Tally the lines in these records that hold the string "Alten", and reply with the number alone.

__Collected data__.
= Beginning of Section =

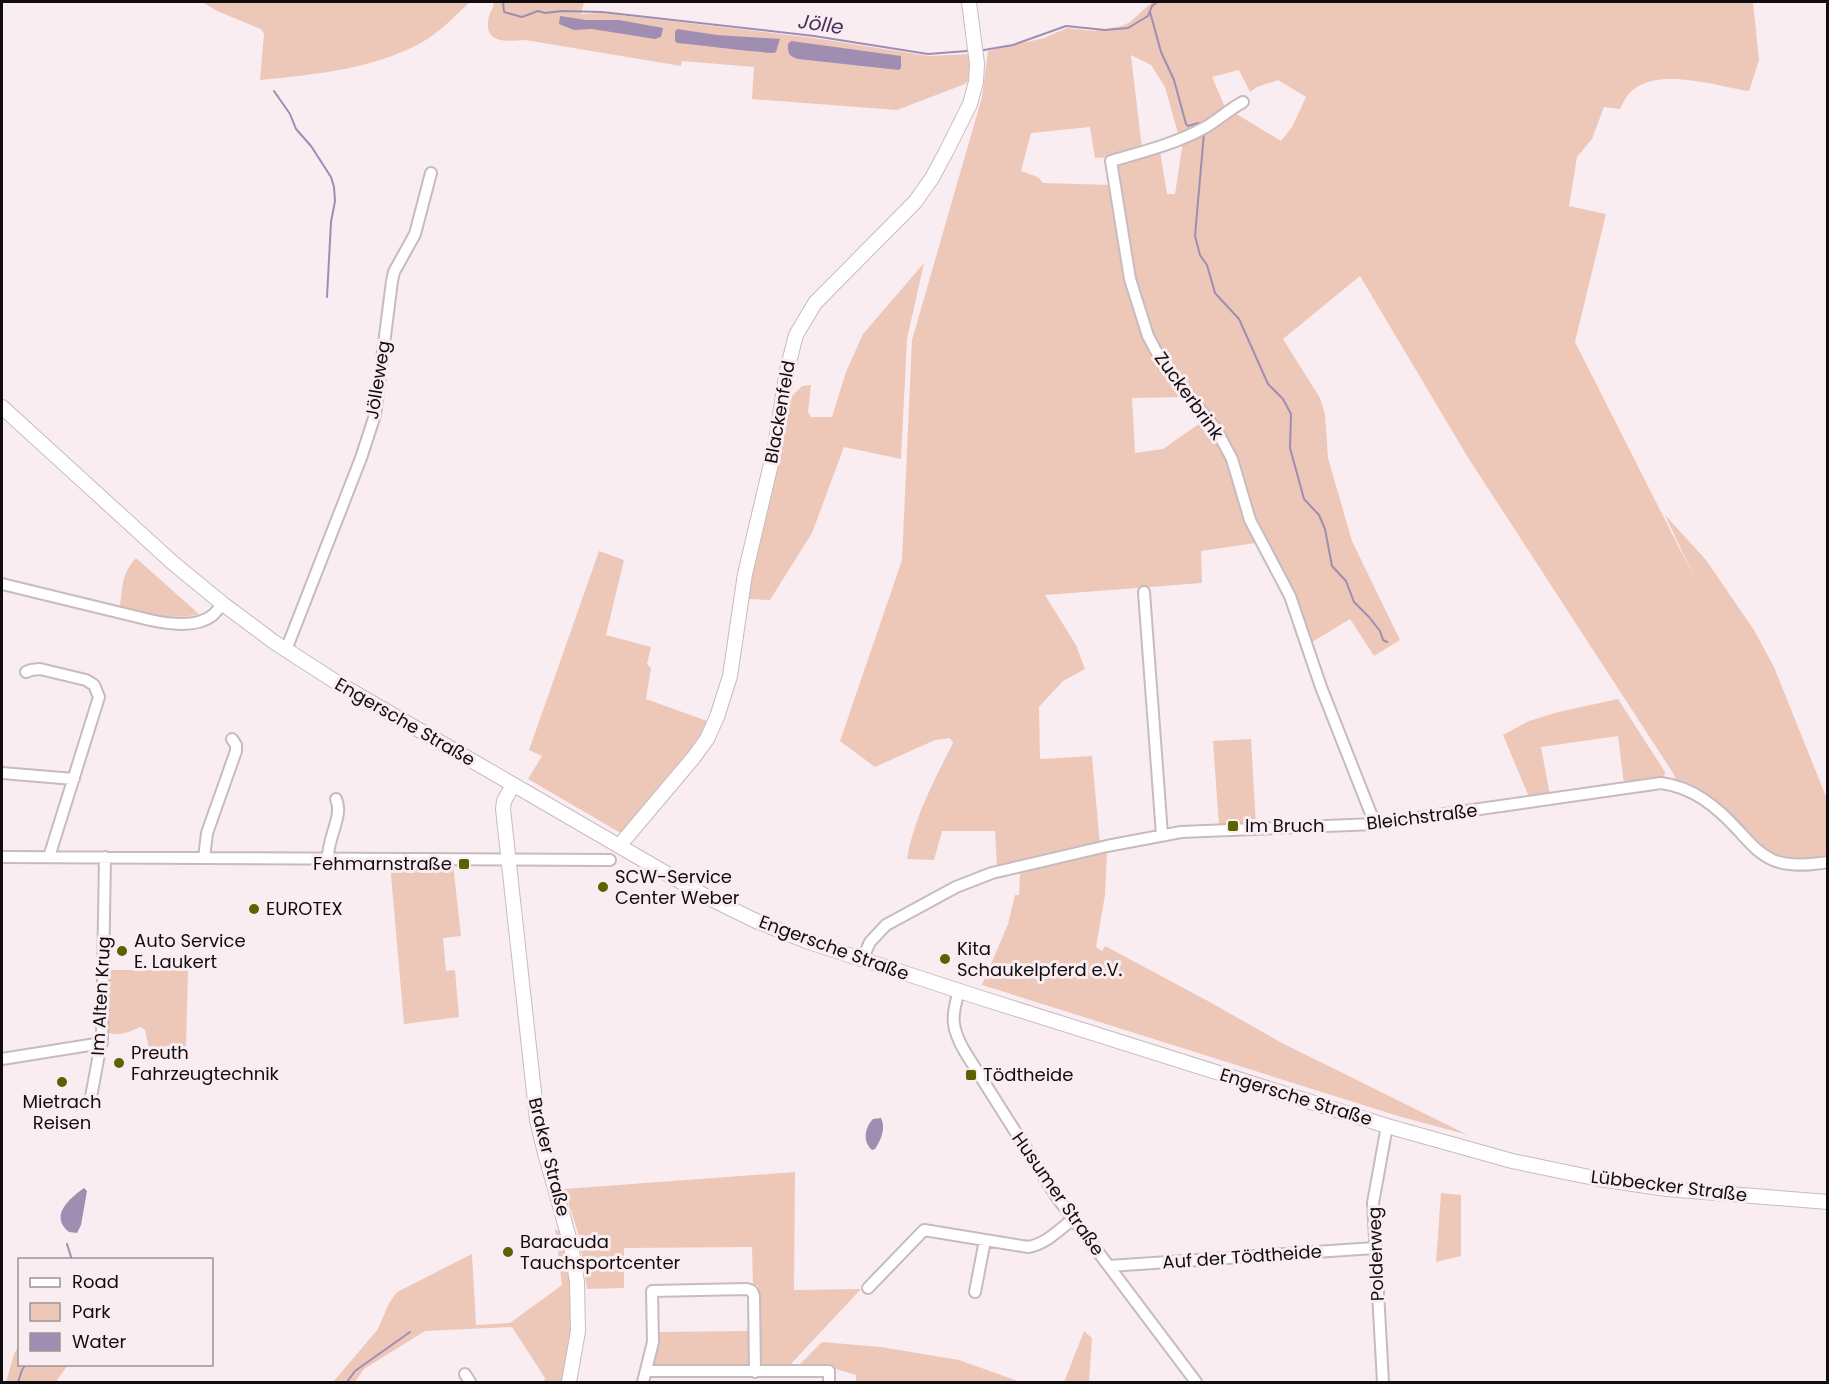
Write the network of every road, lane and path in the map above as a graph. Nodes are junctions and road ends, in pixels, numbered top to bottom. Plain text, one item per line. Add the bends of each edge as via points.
1 (969, 2) edge
2 (1242, 102) dead end
3 (431, 173) dead end
4 (2, 406) edge
5 (2, 584) edge
6 (1144, 592) dead end
7 (223, 604) junction
8 (286, 650) junction
9 (26, 672) dead end
10 (232, 739) dead end
11 (2, 773) edge
12 (74, 779) junction
13 (513, 785) junction
14 (336, 800) dead end
15 (1375, 824) junction
16 (1162, 835) junction
17 (620, 846) junction
18 (2, 857) edge
19 (49, 857) junction
20 (105, 857) junction
21 (204, 858) junction
22 (328, 858) junction
23 (509, 859) junction
24 (610, 860) dead end
25 (1827, 862) edge
26 (862, 960) junction
27 (959, 991) junction
28 (102, 1043) junction
29 (2, 1059) edge
30 (91, 1097) dead end
31 (1387, 1126) junction
32 (1512, 1161) joint
33 (1827, 1202) edge
34 (1073, 1219) junction
35 (985, 1240) junction
36 (1375, 1248) junction
37 (1109, 1266) junction
38 (868, 1288) dead end
39 (975, 1292) dead end
40 (647, 1371) junction
41 (755, 1372) junction
42 (569, 1383) edge
43 (643, 1383) edge
44 (829, 1383) edge
45 (1196, 1383) edge
46 (1383, 1383) edge

1 - 17 main road, Blackenfeld via 976,82 970,104 942,161 915,202 815,303 796,335 745,574 730,676 717,717 707,739
2 - 15 street, Zuckerbrink via 1204,128 1172,143 1111,161 1130,279 1157,354 1216,429 1232,459 1250,520 1290,596
3 - 8 street, Jölleweg via 415,234 394,272 375,415
4 - 7 main road, Engersche Straße
5 - 7 street via 171,624 206,619
6 - 16 street
7 - 8 main road, Engersche Straße
8 - 13 main road, Engersche Straße
9 - 12 street via 40,669 86,680 98,692 99,702
10 - 21 street via 236,751 207,833
11 - 12 street
12 - 19 street
13 - 17 main road, Engersche Straße
13 - 23 main road, Braker Straße via 503,805
14 - 22 street via 339,810
15 - 16 street, Bleichstraße
15 - 25 street, Bleichstraße via 1661,783 1707,800 1755,849 1775,861 1808,865
16 - 26 street, Bleichstraße via 992,873 956,887 886,925 870,942
17 - 26 main road, Engersche Straße via 756,921
18 - 19 street
19 - 20 street
20 - 21 street
20 - 28 street, Im Alten Krug
21 - 22 street
22 - 23 street
23 - 24 street
23 - 42 main road, Braker Straße via 537,1120 570,1239 577,1282 578,1331
26 - 27 main road, Engersche Straße
27 - 31 main road, Engersche Straße
27 - 34 street, Husumer Straße via 953,1016 960,1044
28 - 29 street
28 - 30 street, Im Alten Krug
31 - 32 main road, Engersche Straße
31 - 36 street, Polderweg via 1373,1203
32 - 33 main road, Lübbecker Straße via 1667,1189
34 - 35 street via 1037,1246
34 - 37 street, Husumer Straße
35 - 38 street via 924,1230
35 - 39 street
36 - 37 street, Auf der Tödtheide
36 - 46 street, Polderweg
37 - 45 street, Husumer Straße
40 - 41 street
40 - 41 street via 653,1342 652,1291 747,1289 754,1296
40 - 43 street
41 - 44 street via 829,1371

= End of Section =

__Response box__. 2